__Work request__
Once the images are set aside, return every entry exactly.

__Information__
● ● ● ● ●

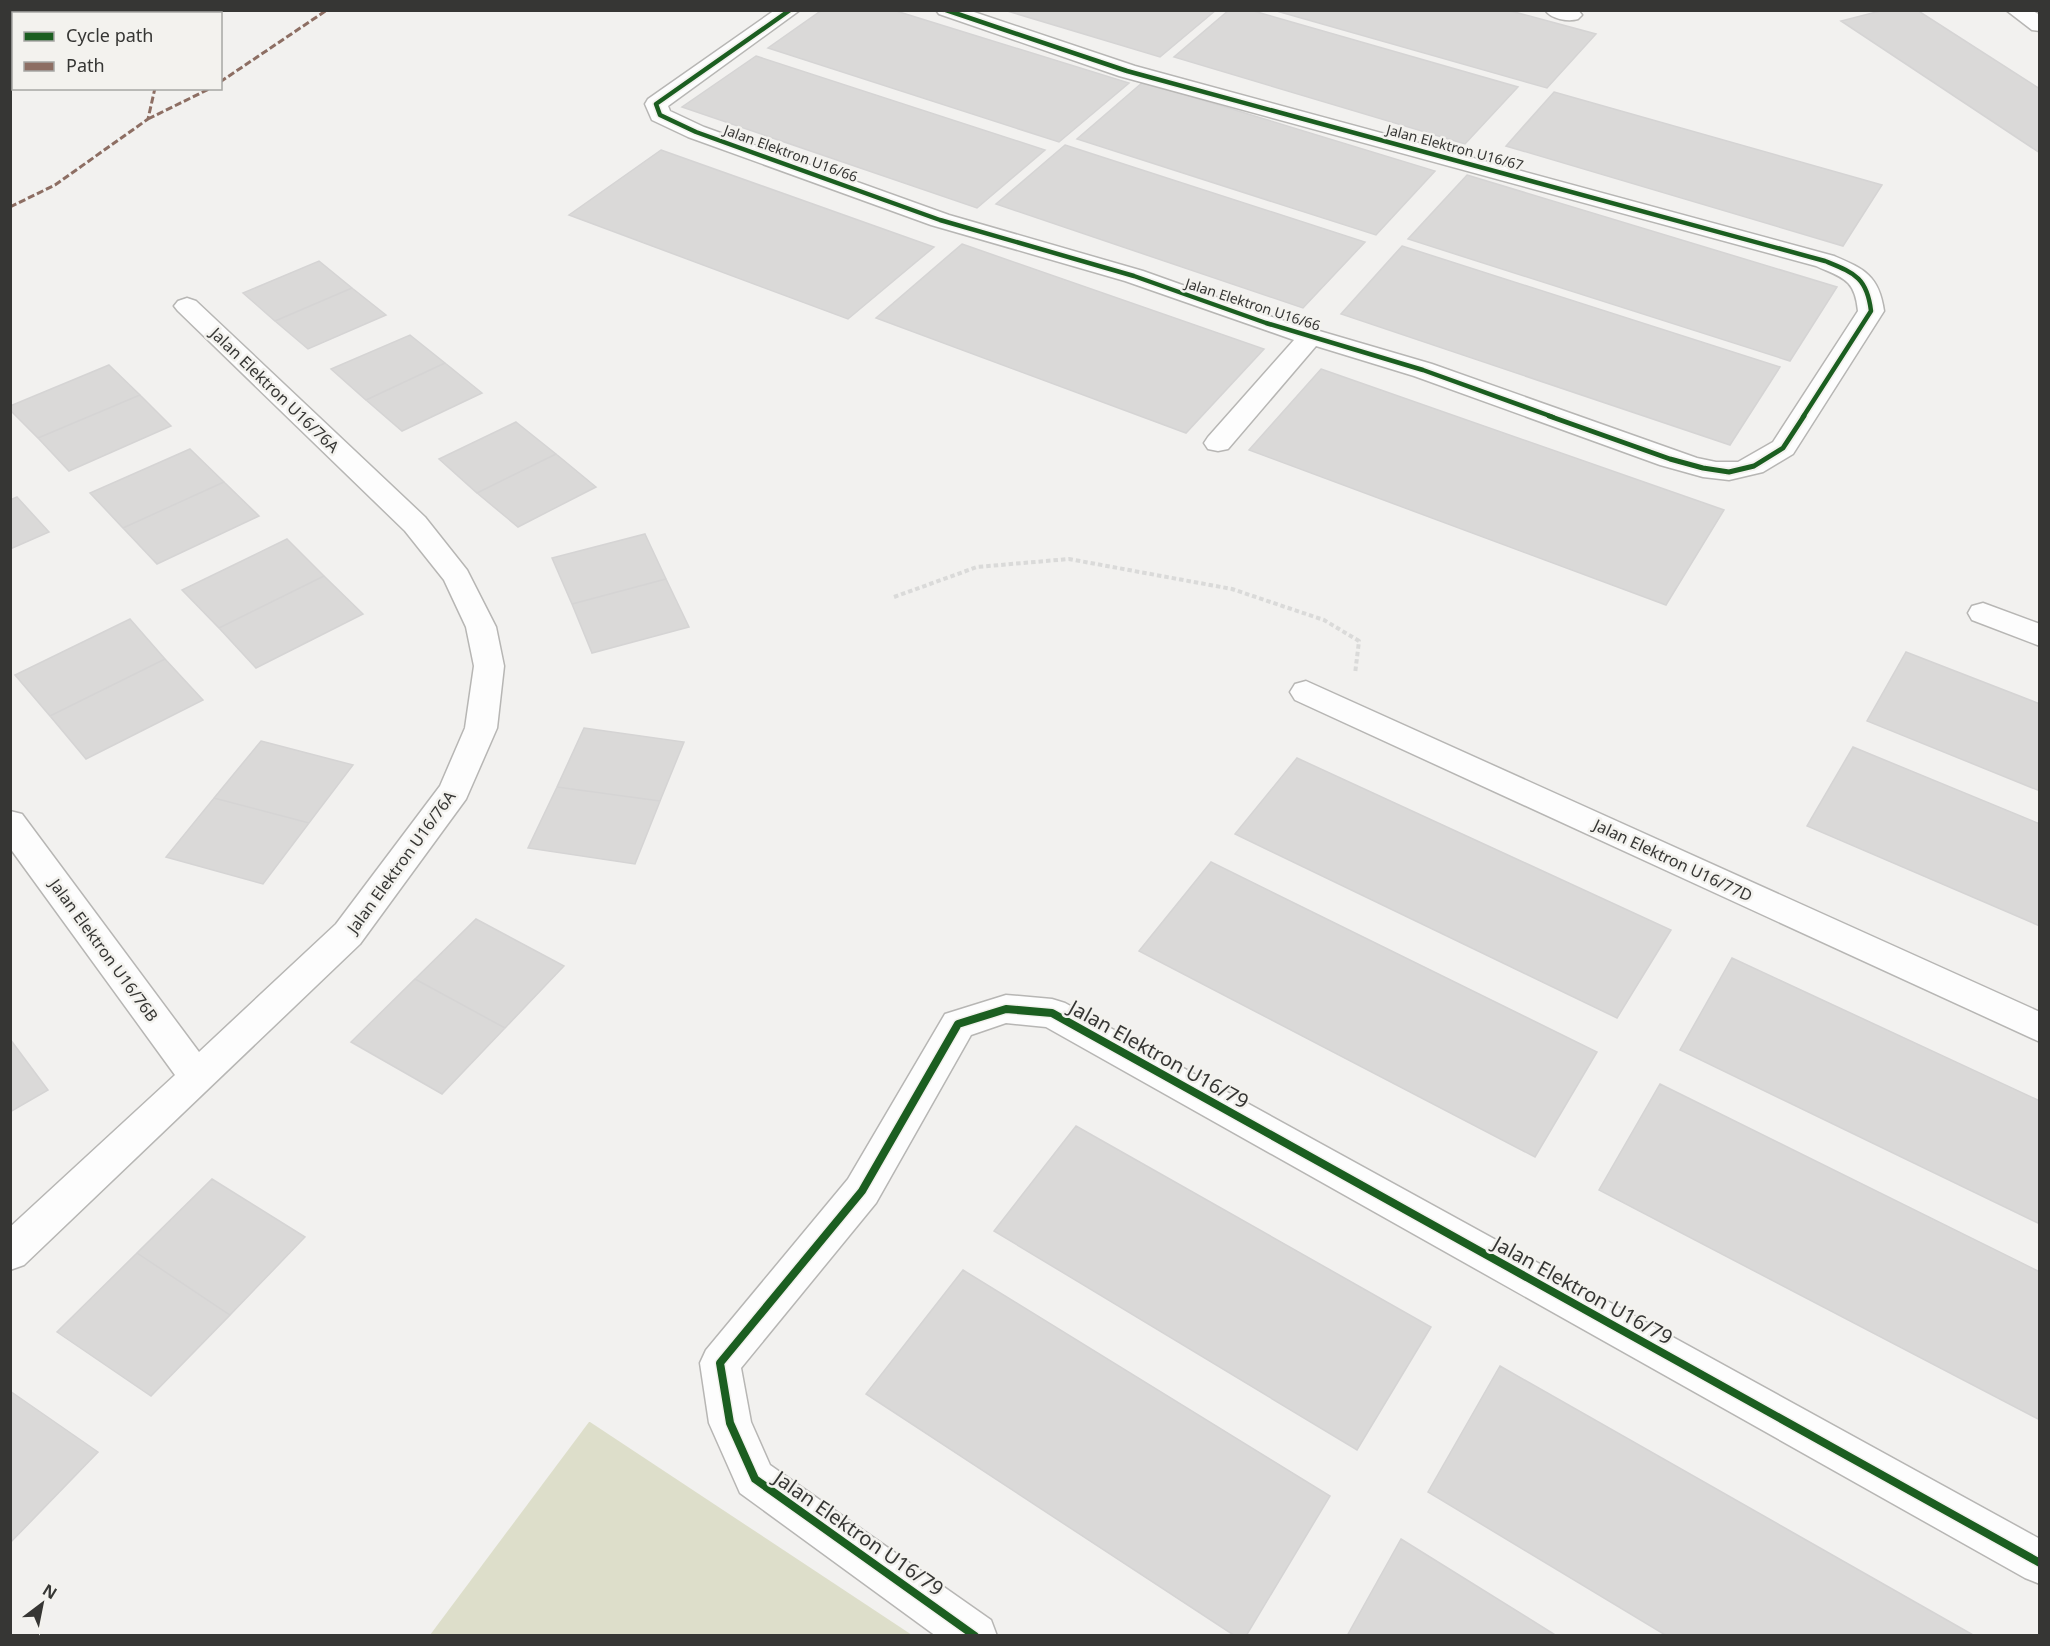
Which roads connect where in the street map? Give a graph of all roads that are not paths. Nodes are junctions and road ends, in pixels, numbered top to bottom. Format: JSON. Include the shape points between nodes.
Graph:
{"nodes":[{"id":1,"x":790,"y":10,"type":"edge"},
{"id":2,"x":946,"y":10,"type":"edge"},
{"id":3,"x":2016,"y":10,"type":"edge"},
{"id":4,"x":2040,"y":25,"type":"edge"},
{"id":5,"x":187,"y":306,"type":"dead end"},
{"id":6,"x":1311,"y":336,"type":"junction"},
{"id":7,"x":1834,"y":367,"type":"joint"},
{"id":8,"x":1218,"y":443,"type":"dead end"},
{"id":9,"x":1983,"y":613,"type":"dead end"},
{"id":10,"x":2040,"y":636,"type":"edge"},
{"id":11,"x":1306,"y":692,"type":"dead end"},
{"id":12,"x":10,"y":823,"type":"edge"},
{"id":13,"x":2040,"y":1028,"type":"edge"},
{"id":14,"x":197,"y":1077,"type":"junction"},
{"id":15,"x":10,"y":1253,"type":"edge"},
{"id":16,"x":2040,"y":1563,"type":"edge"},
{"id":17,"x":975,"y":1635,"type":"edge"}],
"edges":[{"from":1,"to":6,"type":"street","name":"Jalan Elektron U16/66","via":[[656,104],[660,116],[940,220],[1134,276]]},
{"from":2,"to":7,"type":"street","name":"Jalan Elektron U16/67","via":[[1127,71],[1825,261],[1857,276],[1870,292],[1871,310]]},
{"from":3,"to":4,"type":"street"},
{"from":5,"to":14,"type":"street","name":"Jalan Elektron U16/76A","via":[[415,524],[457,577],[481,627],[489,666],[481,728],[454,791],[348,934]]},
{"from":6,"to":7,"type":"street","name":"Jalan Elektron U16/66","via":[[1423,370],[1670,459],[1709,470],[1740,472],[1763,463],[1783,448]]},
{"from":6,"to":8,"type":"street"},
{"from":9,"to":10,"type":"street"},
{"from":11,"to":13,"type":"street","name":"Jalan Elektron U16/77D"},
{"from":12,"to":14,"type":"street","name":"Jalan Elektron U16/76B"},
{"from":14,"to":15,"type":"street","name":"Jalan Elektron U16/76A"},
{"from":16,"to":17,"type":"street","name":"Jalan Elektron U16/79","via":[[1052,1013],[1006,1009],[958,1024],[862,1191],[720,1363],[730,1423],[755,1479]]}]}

● ● ● ● ●

__Response to this task__
Which roads connect where in the street map? Give a graph of all roads that are not paths. Nodes are junctions and road ends, in pixels, numbered top to bottom. Format: JSON. Include the shape points between nodes.
Graph:
{"nodes":[{"id":1,"x":790,"y":10,"type":"edge"},
{"id":2,"x":946,"y":10,"type":"edge"},
{"id":3,"x":2016,"y":10,"type":"edge"},
{"id":4,"x":2040,"y":25,"type":"edge"},
{"id":5,"x":187,"y":306,"type":"dead end"},
{"id":6,"x":1311,"y":336,"type":"junction"},
{"id":7,"x":1834,"y":367,"type":"joint"},
{"id":8,"x":1218,"y":443,"type":"dead end"},
{"id":9,"x":1983,"y":613,"type":"dead end"},
{"id":10,"x":2040,"y":636,"type":"edge"},
{"id":11,"x":1306,"y":692,"type":"dead end"},
{"id":12,"x":10,"y":823,"type":"edge"},
{"id":13,"x":2040,"y":1028,"type":"edge"},
{"id":14,"x":197,"y":1077,"type":"junction"},
{"id":15,"x":10,"y":1253,"type":"edge"},
{"id":16,"x":2040,"y":1563,"type":"edge"},
{"id":17,"x":975,"y":1635,"type":"edge"}],
"edges":[{"from":1,"to":6,"type":"street","name":"Jalan Elektron U16/66","via":[[656,104],[660,116],[940,220],[1134,276]]},
{"from":2,"to":7,"type":"street","name":"Jalan Elektron U16/67","via":[[1127,71],[1825,261],[1857,276],[1870,292],[1871,310]]},
{"from":3,"to":4,"type":"street"},
{"from":5,"to":14,"type":"street","name":"Jalan Elektron U16/76A","via":[[415,524],[457,577],[481,627],[489,666],[481,728],[454,791],[348,934]]},
{"from":6,"to":7,"type":"street","name":"Jalan Elektron U16/66","via":[[1423,370],[1670,459],[1709,470],[1740,472],[1763,463],[1783,448]]},
{"from":6,"to":8,"type":"street"},
{"from":9,"to":10,"type":"street"},
{"from":11,"to":13,"type":"street","name":"Jalan Elektron U16/77D"},
{"from":12,"to":14,"type":"street","name":"Jalan Elektron U16/76B"},
{"from":14,"to":15,"type":"street","name":"Jalan Elektron U16/76A"},
{"from":16,"to":17,"type":"street","name":"Jalan Elektron U16/79","via":[[1052,1013],[1006,1009],[958,1024],[862,1191],[720,1363],[730,1423],[755,1479]]}]}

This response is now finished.